Matthew set out eight months ago to develop a revolutionary cook-and-deliver pizza system that would slash delivery times and increase product quality. By turning ordinary commercial vans into rolling pizzerias, Matthew’s crews put hot pies before customers’ eyes in 18 minutes on average. …

Menu options are limited to seven pizzas: deluxe (multiple meats and veggies), sausage, sausage and pepperoni, five cheese, four meat, veggie, and a pizza of the month. …

Using a wireless Internet connection, orders are transmitted to vans in the field, an alarm rings and they’re printed out. The driver — who works solo — goes to the van’s kitchen area, pulls pre-made pizzas on parbaked shells from the cooler and places them in one of five concession-stand-style pizza ovens which cook at 600 F. (The well-secured kitchen equipment runs off onboard generators.) He then returns to the driver’s seat and sets off to the delivery point. …

During a typical weekend rush, the computer-controlled system is set up to refuse orders if drivers get backed up. “Our software is written so that when business gets beyond a certain number of orders, it actually refuses orders. … Those customers automatically get $2 off their next order. And invariably, we find an order from those same customers the next day.”

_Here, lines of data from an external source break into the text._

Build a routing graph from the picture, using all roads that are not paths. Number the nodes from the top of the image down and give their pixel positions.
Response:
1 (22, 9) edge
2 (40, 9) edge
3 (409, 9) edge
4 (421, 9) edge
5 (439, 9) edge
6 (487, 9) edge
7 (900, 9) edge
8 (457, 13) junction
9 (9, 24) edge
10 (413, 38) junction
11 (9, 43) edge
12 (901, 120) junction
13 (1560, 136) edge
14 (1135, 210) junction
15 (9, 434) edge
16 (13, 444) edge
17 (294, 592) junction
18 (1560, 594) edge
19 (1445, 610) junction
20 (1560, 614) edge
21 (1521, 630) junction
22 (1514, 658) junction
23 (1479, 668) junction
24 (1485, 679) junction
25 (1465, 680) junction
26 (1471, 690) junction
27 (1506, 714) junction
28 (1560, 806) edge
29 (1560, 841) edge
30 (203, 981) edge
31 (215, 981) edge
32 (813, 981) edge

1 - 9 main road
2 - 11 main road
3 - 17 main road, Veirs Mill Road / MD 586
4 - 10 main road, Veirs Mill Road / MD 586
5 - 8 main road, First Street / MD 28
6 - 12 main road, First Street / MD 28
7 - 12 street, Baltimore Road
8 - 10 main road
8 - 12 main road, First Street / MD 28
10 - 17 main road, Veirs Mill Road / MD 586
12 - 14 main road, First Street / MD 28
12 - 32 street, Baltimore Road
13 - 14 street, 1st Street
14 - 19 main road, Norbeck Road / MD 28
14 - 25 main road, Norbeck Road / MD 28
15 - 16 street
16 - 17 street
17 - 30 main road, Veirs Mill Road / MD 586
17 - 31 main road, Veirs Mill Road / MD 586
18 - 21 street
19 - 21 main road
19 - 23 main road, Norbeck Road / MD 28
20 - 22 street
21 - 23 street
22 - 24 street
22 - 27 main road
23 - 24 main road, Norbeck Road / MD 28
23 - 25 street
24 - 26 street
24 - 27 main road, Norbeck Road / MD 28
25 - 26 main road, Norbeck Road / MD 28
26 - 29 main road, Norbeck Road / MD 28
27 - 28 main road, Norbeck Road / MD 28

So they turned down orders when things got too busy and they couldn’t commit to being super fast. And that raises an interesting question: Which is better in the long run, telling customers that they are no longer in the delivery area of what they thought was a local shop or occasionally telling someone across the street that you can’t their order tonight? I suspect that the former is easier to manage. You may upset once loyal customers but you are only doing it once and the whole point is that you won’t be doing business with them again. Turning down orders only when you are busy makes sense mathematically. It is probably a better way of assuring reliable delivery for the orders you take. But it only really work if customers understand what is going on and appreciate that they will benefit on nights their order is accepted.